The Government also referred to the fact that in accordance with the relevant law and practice the pre-nationalisation owners could not claim compensation for damage or changes in the property since the nationalisation in the 1940s and the post-nationalisation owners could not claim compensation for improvements. In the Government's view, this solution demonstrated that a just balance had been struck between all interests involved.

In sum, the Government considered that the restitution legislation was based on the principles of the rule of law, justice and equality before the law. It struck a balance between the interests of those whose property had been confiscated without compensation in the past and the persons who had lost cases brought against them under section 7 of the Restitution Law. Therefore, as the former Commission found in the case of Panikian v. Bulgaria (cited above), the national authorities had not acted beyond their margin of appreciation.

On that basis the Government invited the Court to reject the application as being manifestly ill-founded.

The applicants' submissions in reply

The applicants criticised the Government's observations as being of a general nature, without an analysis in concreto of the legal and practical issues in their case. The applicants stated that they did not wish to call into question the entire restitution process in Bulgaria since 1989 but complained of concrete deprivations of property.

The applicants submitted that they had enjoyed several decades of undisturbed possession, paid property tax and maintained and improved an apartment which they had bought from a private individual.

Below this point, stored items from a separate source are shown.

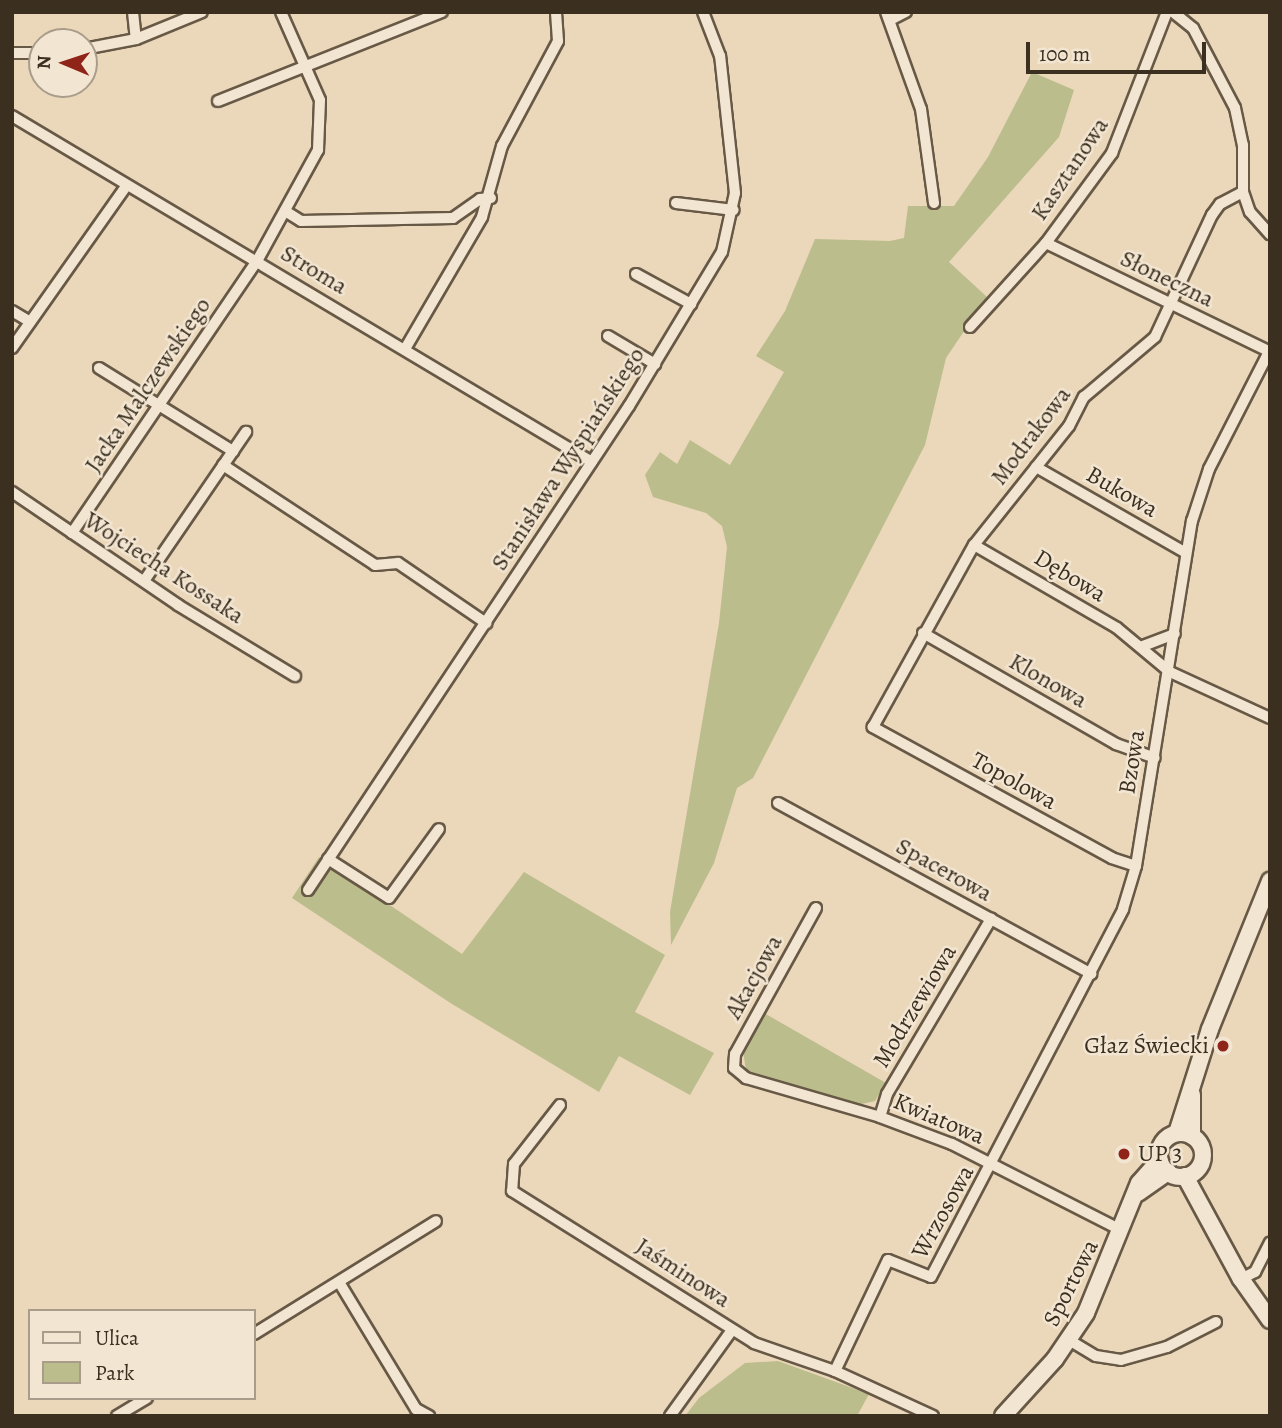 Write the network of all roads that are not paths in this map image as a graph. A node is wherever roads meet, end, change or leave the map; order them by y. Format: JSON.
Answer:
{"nodes":[{"id":1,"x":132,"y":12,"type":"edge"},
{"id":2,"x":202,"y":12,"type":"edge"},
{"id":3,"x":281,"y":12,"type":"edge"},
{"id":4,"x":442,"y":12,"type":"edge"},
{"id":5,"x":556,"y":12,"type":"edge"},
{"id":6,"x":703,"y":12,"type":"edge"},
{"id":7,"x":906,"y":12,"type":"edge"},
{"id":8,"x":1167,"y":12,"type":"edge"},
{"id":9,"x":1173,"y":12,"type":"edge"},
{"id":10,"x":888,"y":16,"type":"edge"},
{"id":11,"x":136,"y":39,"type":"junction"},
{"id":12,"x":98,"y":46,"type":"edge"},
{"id":13,"x":306,"y":66,"type":"junction"},
{"id":14,"x":218,"y":101,"type":"dead end"},
{"id":15,"x":12,"y":116,"type":"edge"},
{"id":16,"x":127,"y":185,"type":"junction"},
{"id":17,"x":1243,"y":192,"type":"junction"},
{"id":18,"x":491,"y":198,"type":"junction"},
{"id":19,"x":676,"y":203,"type":"dead end"},
{"id":20,"x":934,"y":203,"type":"dead end"},
{"id":21,"x":734,"y":210,"type":"junction"},
{"id":22,"x":285,"y":211,"type":"junction"},
{"id":23,"x":1270,"y":234,"type":"edge"},
{"id":24,"x":1046,"y":243,"type":"junction"},
{"id":25,"x":258,"y":260,"type":"junction"},
{"id":26,"x":636,"y":274,"type":"dead end"},
{"id":27,"x":691,"y":304,"type":"junction"},
{"id":28,"x":1171,"y":304,"type":"junction"},
{"id":29,"x":12,"y":311,"type":"edge"},
{"id":30,"x":30,"y":322,"type":"junction"},
{"id":31,"x":970,"y":327,"type":"dead end"},
{"id":32,"x":608,"y":336,"type":"dead end"},
{"id":33,"x":12,"y":348,"type":"edge"},
{"id":34,"x":405,"y":349,"type":"junction"},
{"id":35,"x":1269,"y":352,"type":"edge"},
{"id":36,"x":655,"y":364,"type":"junction"},
{"id":37,"x":99,"y":368,"type":"dead end"},
{"id":38,"x":160,"y":404,"type":"junction"},
{"id":39,"x":246,"y":432,"type":"dead end"},
{"id":40,"x":233,"y":450,"type":"junction"},
{"id":41,"x":592,"y":462,"type":"junction"},
{"id":42,"x":223,"y":465,"type":"junction"},
{"id":43,"x":1036,"y":467,"type":"junction"},
{"id":44,"x":12,"y":492,"type":"edge"},
{"id":45,"x":72,"y":533,"type":"junction"},
{"id":46,"x":974,"y":545,"type":"junction"},
{"id":47,"x":1186,"y":553,"type":"junction"},
{"id":48,"x":144,"y":581,"type":"junction"},
{"id":49,"x":486,"y":623,"type":"junction"},
{"id":50,"x":923,"y":633,"type":"junction"},
{"id":51,"x":1174,"y":634,"type":"junction"},
{"id":52,"x":1143,"y":646,"type":"junction"},
{"id":53,"x":1170,"y":672,"type":"junction"},
{"id":54,"x":295,"y":676,"type":"dead end"},
{"id":55,"x":1270,"y":718,"type":"edge"},
{"id":56,"x":873,"y":727,"type":"joint"},
{"id":57,"x":1155,"y":758,"type":"junction"},
{"id":58,"x":778,"y":803,"type":"dead end"},
{"id":59,"x":439,"y":829,"type":"dead end"},
{"id":60,"x":328,"y":859,"type":"junction"},
{"id":61,"x":1136,"y":866,"type":"junction"},
{"id":62,"x":1270,"y":881,"type":"edge"},
{"id":63,"x":308,"y":890,"type":"dead end"},
{"id":64,"x":816,"y":908,"type":"dead end"},
{"id":65,"x":990,"y":919,"type":"junction"},
{"id":66,"x":1091,"y":974,"type":"junction"},
{"id":67,"x":734,"y":1068,"type":"joint"},
{"id":68,"x":560,"y":1105,"type":"dead end"},
{"id":69,"x":880,"y":1116,"type":"junction"},
{"id":70,"x":1185,"y":1134,"type":"junction"},
{"id":71,"x":993,"y":1165,"type":"junction"},
{"id":72,"x":1164,"y":1166,"type":"junction"},
{"id":73,"x":1191,"y":1173,"type":"junction"},
{"id":74,"x":436,"y":1221,"type":"dead end"},
{"id":75,"x":1121,"y":1230,"type":"junction"},
{"id":76,"x":1270,"y":1242,"type":"edge"},
{"id":77,"x":1241,"y":1279,"type":"junction"},
{"id":78,"x":339,"y":1282,"type":"junction"},
{"id":79,"x":1270,"y":1320,"type":"edge"},
{"id":80,"x":1216,"y":1322,"type":"dead end"},
{"id":81,"x":732,"y":1330,"type":"junction"},
{"id":82,"x":256,"y":1333,"type":"edge"},
{"id":83,"x":1069,"y":1340,"type":"junction"},
{"id":84,"x":835,"y":1371,"type":"junction"},
{"id":85,"x":143,"y":1400,"type":"edge"},
{"id":86,"x":416,"y":1409,"type":"junction"},
{"id":87,"x":117,"y":1416,"type":"edge"},
{"id":88,"x":405,"y":1416,"type":"edge"},
{"id":89,"x":429,"y":1416,"type":"edge"},
{"id":90,"x":670,"y":1416,"type":"edge"},
{"id":91,"x":933,"y":1416,"type":"edge"},
{"id":92,"x":1003,"y":1416,"type":"edge"}],
"edges":[{"from":1,"to":11,"type":"street"},
{"from":2,"to":11,"type":"street"},
{"from":3,"to":13,"type":"street","name":"Jacka Malczewskiego"},
{"from":4,"to":13,"type":"street"},
{"from":5,"to":18,"type":"street"},
{"from":6,"to":21,"type":"street","name":"Stanisława Wyspiańskiego"},
{"from":7,"to":10,"type":"street"},
{"from":8,"to":24,"type":"street","name":"Kasztanowa"},
{"from":9,"to":17,"type":"street"},
{"from":10,"to":20,"type":"street"},
{"from":11,"to":12,"type":"street"},
{"from":13,"to":14,"type":"street"},
{"from":13,"to":22,"type":"street","name":"Jacka Malczewskiego"},
{"from":15,"to":16,"type":"street","name":"Stroma"},
{"from":16,"to":25,"type":"street","name":"Stroma"},
{"from":16,"to":30,"type":"street"},
{"from":17,"to":23,"type":"street"},
{"from":17,"to":28,"type":"street","name":"Modrakowa"},
{"from":18,"to":22,"type":"street"},
{"from":18,"to":34,"type":"street"},
{"from":19,"to":21,"type":"street"},
{"from":21,"to":27,"type":"street","name":"Stanisława Wyspiańskiego"},
{"from":22,"to":25,"type":"street","name":"Jacka Malczewskiego"},
{"from":24,"to":28,"type":"street","name":"Słoneczna"},
{"from":24,"to":31,"type":"street","name":"Kasztanowa"},
{"from":25,"to":34,"type":"street","name":"Stroma"},
{"from":25,"to":38,"type":"street","name":"Jacka Malczewskiego"},
{"from":26,"to":27,"type":"street"},
{"from":27,"to":36,"type":"street","name":"Stanisława Wyspiańskiego"},
{"from":28,"to":35,"type":"street","name":"Słoneczna"},
{"from":28,"to":43,"type":"street","name":"Modrakowa"},
{"from":29,"to":30,"type":"street"},
{"from":30,"to":33,"type":"street"},
{"from":32,"to":36,"type":"street"},
{"from":34,"to":41,"type":"street","name":"Stroma"},
{"from":35,"to":47,"type":"street","name":"Bzowa"},
{"from":36,"to":41,"type":"street","name":"Stanisława Wyspiańskiego"},
{"from":37,"to":38,"type":"street"},
{"from":38,"to":40,"type":"street"},
{"from":38,"to":45,"type":"street","name":"Jacka Malczewskiego"},
{"from":39,"to":40,"type":"street"},
{"from":40,"to":42,"type":"street"},
{"from":41,"to":49,"type":"street","name":"Stanisława Wyspiańskiego"},
{"from":42,"to":48,"type":"street"},
{"from":42,"to":49,"type":"street"},
{"from":43,"to":46,"type":"street","name":"Modrakowa"},
{"from":43,"to":47,"type":"street","name":"Bukowa"},
{"from":44,"to":45,"type":"street","name":"Wojciecha Kossaka"},
{"from":45,"to":48,"type":"street","name":"Wojciecha Kossaka"},
{"from":46,"to":50,"type":"street","name":"Modrakowa"},
{"from":46,"to":52,"type":"street","name":"Dębowa"},
{"from":47,"to":51,"type":"street","name":"Bzowa"},
{"from":48,"to":54,"type":"street","name":"Wojciecha Kossaka"},
{"from":49,"to":60,"type":"street","name":"Stanisława Wyspiańskiego"},
{"from":50,"to":56,"type":"street","name":"Modrakowa"},
{"from":50,"to":57,"type":"street","name":"Klonowa"},
{"from":51,"to":52,"type":"street"},
{"from":51,"to":53,"type":"street","name":"Bzowa"},
{"from":52,"to":53,"type":"street","name":"Dębowa"},
{"from":53,"to":55,"type":"street","name":"Dębowa"},
{"from":53,"to":57,"type":"street","name":"Bzowa"},
{"from":56,"to":61,"type":"street","name":"Topolowa"},
{"from":57,"to":61,"type":"street","name":"Bzowa"},
{"from":58,"to":65,"type":"street","name":"Spacerowa"},
{"from":59,"to":60,"type":"street"},
{"from":60,"to":63,"type":"street","name":"Stanisława Wyspiańskiego"},
{"from":61,"to":66,"type":"street","name":"Bzowa"},
{"from":62,"to":70,"type":"street"},
{"from":64,"to":67,"type":"street","name":"Akacjowa"},
{"from":65,"to":66,"type":"street","name":"Spacerowa"},
{"from":65,"to":69,"type":"street","name":"Modrzewiowa"},
{"from":66,"to":71,"type":"street","name":"Bzowa"},
{"from":67,"to":69,"type":"street","name":"Kwiatowa"},
{"from":68,"to":81,"type":"street","name":"Jaśminowa"},
{"from":69,"to":71,"type":"street","name":"Kwiatowa"},
{"from":70,"to":72,"type":"street"},
{"from":70,"to":73,"type":"street"},
{"from":71,"to":75,"type":"street","name":"Kwiatowa"},
{"from":71,"to":84,"type":"street","name":"Wrzosowa"},
{"from":72,"to":73,"type":"street"},
{"from":72,"to":75,"type":"street","name":"Sportowa"},
{"from":73,"to":77,"type":"street"},
{"from":74,"to":78,"type":"street"},
{"from":75,"to":83,"type":"street","name":"Sportowa"},
{"from":76,"to":77,"type":"street"},
{"from":77,"to":79,"type":"street"},
{"from":78,"to":82,"type":"street"},
{"from":78,"to":86,"type":"street"},
{"from":80,"to":83,"type":"street"},
{"from":81,"to":84,"type":"street","name":"Jaśminowa"},
{"from":81,"to":90,"type":"street"},
{"from":83,"to":92,"type":"street","name":"Sportowa"},
{"from":84,"to":91,"type":"street","name":"Jaśminowa"},
{"from":85,"to":87,"type":"street"},
{"from":86,"to":88,"type":"street"},
{"from":86,"to":89,"type":"street"}]}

The validity of that transaction had never been called into question. They had never had any reason to doubt the seller's title to the property. However, in order to correct an injustice committed in the past, in 1992 and the following years the State had committed another injustice. That injustice was particularly flagrant in the applicants' case as they were deprived of their property as a result of alleged omissions in a transaction between third parties.

The applicants submitted that while the restitution of State owned property had been in the public interest and thus pursued a legitimate aim, the same could not be said of section 7 of the Restitution Law, which sought to satisfy the restitution claims of certain individuals by depriving other individuals of their property.

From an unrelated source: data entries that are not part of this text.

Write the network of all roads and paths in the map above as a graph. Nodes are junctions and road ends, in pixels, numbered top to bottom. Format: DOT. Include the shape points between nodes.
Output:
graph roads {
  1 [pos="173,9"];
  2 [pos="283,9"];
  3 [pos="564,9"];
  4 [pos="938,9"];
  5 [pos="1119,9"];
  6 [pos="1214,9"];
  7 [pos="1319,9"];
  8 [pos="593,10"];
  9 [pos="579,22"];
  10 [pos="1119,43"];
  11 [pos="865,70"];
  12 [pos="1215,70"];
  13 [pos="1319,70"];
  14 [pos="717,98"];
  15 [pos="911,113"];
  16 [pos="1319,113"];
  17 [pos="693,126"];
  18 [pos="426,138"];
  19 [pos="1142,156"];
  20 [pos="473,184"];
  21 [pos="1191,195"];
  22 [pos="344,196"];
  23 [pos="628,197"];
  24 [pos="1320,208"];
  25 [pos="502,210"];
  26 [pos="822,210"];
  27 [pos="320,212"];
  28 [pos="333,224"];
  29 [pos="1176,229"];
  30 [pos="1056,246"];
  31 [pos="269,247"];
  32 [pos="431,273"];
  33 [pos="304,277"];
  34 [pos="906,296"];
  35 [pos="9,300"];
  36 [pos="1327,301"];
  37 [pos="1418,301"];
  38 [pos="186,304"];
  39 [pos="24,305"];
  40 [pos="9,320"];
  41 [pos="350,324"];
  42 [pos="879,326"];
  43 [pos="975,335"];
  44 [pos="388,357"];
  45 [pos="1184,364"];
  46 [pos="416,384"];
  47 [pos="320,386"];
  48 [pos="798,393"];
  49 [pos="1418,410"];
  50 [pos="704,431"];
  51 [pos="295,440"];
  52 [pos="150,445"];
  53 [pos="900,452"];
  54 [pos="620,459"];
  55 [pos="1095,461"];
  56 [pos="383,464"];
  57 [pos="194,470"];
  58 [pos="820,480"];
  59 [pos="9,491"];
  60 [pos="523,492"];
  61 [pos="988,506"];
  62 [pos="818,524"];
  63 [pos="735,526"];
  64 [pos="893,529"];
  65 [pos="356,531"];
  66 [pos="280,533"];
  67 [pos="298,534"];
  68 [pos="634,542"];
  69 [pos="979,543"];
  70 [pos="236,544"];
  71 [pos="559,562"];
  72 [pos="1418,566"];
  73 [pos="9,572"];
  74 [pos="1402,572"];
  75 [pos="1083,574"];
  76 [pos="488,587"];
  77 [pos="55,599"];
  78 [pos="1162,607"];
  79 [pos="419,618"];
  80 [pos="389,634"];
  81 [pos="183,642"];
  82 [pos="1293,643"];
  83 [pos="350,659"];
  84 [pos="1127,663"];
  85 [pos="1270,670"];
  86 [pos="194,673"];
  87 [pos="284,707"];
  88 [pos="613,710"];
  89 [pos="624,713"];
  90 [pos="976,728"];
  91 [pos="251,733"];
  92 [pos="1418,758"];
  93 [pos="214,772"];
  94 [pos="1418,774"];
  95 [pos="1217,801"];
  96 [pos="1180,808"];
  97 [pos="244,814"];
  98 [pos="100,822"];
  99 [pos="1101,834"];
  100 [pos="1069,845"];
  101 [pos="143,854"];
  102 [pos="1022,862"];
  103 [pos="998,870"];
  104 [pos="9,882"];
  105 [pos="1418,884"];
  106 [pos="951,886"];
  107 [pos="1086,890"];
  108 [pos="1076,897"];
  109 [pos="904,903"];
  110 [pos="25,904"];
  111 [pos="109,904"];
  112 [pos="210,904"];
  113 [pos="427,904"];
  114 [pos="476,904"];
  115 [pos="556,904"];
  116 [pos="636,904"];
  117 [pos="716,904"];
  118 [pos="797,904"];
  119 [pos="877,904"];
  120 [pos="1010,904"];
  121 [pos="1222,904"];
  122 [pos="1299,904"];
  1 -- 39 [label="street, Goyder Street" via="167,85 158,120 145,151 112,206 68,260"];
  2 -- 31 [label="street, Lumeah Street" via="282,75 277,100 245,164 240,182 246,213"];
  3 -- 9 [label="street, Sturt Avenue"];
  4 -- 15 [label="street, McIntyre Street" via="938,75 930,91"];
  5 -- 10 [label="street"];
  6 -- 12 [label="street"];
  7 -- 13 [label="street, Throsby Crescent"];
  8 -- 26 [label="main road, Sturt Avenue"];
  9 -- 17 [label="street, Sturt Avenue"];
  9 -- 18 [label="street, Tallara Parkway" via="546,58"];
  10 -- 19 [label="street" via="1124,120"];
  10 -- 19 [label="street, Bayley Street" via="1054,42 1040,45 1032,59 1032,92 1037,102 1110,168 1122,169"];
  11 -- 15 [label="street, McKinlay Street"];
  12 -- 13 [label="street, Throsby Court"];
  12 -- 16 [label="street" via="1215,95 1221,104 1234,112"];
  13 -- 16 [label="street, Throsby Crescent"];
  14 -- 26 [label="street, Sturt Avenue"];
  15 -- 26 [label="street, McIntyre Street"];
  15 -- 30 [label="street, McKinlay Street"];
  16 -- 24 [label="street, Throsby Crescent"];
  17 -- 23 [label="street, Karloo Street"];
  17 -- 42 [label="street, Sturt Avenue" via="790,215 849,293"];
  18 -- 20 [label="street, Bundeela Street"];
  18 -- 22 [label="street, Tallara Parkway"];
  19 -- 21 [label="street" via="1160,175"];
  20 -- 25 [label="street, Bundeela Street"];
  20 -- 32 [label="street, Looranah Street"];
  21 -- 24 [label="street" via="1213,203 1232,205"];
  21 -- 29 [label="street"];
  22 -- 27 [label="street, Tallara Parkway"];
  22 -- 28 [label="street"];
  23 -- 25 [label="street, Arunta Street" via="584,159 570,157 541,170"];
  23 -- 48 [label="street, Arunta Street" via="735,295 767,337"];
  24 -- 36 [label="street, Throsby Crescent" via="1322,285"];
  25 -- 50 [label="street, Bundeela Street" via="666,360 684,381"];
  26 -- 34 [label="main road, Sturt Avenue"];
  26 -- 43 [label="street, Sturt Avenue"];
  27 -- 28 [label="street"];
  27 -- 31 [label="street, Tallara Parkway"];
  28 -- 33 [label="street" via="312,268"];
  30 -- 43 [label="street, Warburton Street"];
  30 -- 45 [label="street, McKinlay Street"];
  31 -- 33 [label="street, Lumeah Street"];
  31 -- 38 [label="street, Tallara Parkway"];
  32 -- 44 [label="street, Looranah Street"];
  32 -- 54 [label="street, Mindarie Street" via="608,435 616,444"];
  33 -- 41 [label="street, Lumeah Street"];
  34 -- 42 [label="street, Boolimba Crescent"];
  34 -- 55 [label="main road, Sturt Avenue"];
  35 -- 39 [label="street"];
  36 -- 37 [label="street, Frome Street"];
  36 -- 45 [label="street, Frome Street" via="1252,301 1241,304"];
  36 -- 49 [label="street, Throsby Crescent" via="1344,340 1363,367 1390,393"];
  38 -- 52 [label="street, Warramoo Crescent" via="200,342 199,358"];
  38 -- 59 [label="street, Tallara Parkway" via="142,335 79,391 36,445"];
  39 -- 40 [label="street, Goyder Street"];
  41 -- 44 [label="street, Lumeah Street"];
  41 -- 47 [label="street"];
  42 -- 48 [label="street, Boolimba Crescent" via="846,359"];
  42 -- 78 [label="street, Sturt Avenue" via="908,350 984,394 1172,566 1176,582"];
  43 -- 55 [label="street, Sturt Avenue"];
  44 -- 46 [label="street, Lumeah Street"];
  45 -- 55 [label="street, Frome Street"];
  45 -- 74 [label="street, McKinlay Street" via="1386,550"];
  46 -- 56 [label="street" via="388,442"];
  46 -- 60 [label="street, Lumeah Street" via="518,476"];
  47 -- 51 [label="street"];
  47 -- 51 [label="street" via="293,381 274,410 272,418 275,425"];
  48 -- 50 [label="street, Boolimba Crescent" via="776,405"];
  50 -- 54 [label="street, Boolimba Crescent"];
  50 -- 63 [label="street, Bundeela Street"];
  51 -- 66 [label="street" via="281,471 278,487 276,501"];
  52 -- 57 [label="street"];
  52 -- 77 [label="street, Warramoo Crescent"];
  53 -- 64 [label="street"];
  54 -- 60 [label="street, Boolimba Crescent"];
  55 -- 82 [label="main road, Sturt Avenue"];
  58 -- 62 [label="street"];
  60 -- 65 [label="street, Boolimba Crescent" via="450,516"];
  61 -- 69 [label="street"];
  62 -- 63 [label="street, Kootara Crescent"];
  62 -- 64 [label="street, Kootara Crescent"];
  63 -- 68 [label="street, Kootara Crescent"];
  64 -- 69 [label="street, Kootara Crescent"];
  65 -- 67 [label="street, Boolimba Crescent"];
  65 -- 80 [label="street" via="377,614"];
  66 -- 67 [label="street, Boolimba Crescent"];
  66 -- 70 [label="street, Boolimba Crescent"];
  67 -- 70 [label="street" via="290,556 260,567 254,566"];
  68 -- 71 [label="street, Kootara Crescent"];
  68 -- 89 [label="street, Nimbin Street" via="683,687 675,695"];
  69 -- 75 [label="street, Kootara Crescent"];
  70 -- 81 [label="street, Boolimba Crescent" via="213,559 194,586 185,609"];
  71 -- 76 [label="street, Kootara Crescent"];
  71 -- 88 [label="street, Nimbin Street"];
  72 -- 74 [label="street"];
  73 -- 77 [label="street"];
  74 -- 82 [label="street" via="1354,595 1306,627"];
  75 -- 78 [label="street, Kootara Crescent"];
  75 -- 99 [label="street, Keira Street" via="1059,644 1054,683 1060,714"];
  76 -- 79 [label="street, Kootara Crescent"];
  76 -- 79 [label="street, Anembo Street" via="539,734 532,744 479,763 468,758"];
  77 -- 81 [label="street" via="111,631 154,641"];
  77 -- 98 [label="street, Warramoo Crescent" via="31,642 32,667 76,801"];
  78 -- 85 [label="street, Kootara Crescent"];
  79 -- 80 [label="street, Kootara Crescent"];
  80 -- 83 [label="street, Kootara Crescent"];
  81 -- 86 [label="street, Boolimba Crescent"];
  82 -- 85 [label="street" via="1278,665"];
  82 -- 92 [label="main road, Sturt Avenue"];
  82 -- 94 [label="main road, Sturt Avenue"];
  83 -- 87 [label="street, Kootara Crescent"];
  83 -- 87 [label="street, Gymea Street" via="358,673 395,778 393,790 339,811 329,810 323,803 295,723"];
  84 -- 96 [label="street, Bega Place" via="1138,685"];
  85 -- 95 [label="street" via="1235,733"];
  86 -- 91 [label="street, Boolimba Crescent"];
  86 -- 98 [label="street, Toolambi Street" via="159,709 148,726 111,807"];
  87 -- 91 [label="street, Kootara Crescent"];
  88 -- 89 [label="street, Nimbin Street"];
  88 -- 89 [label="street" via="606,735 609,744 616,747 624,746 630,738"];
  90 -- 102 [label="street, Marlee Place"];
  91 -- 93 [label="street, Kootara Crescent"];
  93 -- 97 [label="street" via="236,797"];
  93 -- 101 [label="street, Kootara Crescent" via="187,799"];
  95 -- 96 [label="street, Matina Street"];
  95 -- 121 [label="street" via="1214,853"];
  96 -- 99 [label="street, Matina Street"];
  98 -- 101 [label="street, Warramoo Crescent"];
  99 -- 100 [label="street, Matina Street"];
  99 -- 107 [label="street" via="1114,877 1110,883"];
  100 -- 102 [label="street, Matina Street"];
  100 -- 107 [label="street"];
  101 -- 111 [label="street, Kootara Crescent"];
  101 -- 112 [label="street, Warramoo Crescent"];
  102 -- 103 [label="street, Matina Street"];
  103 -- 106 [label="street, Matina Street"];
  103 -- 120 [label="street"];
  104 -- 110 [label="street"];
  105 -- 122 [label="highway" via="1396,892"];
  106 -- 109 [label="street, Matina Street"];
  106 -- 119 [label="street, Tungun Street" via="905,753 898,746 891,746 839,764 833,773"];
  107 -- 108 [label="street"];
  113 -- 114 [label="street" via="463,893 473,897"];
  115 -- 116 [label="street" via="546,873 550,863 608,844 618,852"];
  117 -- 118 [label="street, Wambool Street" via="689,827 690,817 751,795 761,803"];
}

The applicants further maintained that the deprivation of property they had suffered had not been “prescribed by law” as the applicable law opened the door to arbitrariness. According to the applicants, the initial idea underlying section 7 of the Restitution Law had been to sanction those who had obtained property by abusing their position of power during the communist past. However, the open-ended language of section 7 and its interpretation by the courts had resulted in depriving individuals of their property for nothing more than a trivial administrative omission on the part of municipal clerks.

In particular, by allowing the nullification of titles to property for any breach of the law, without distinction between material breaches and trivial ones, section 7 had set the scene for heated judicial battles over details in transactions dating from decades ago. In the applicants' view, the large majority of real estate transactions effected in Bulgaria in the recent past involved omissions of some nature. Instead of taking into account the practice of the municipalities at the relevant time, the open-ended language of section 7 and its judicial interpretation had led to a situation where any transaction dating from the recent past might at any time be nullified. In the applicants' view section 7 and the judicial practice applying it did not meet the Convention requirements of clarity and foreseeability of the law. Moreover, the impugned law and practice ran contrary to a number of essential legal principles embedded in Bulgarian law such as the prohibition against retrospective application of the law and the provisions on acquisitive prescription for undisturbed possession in good faith.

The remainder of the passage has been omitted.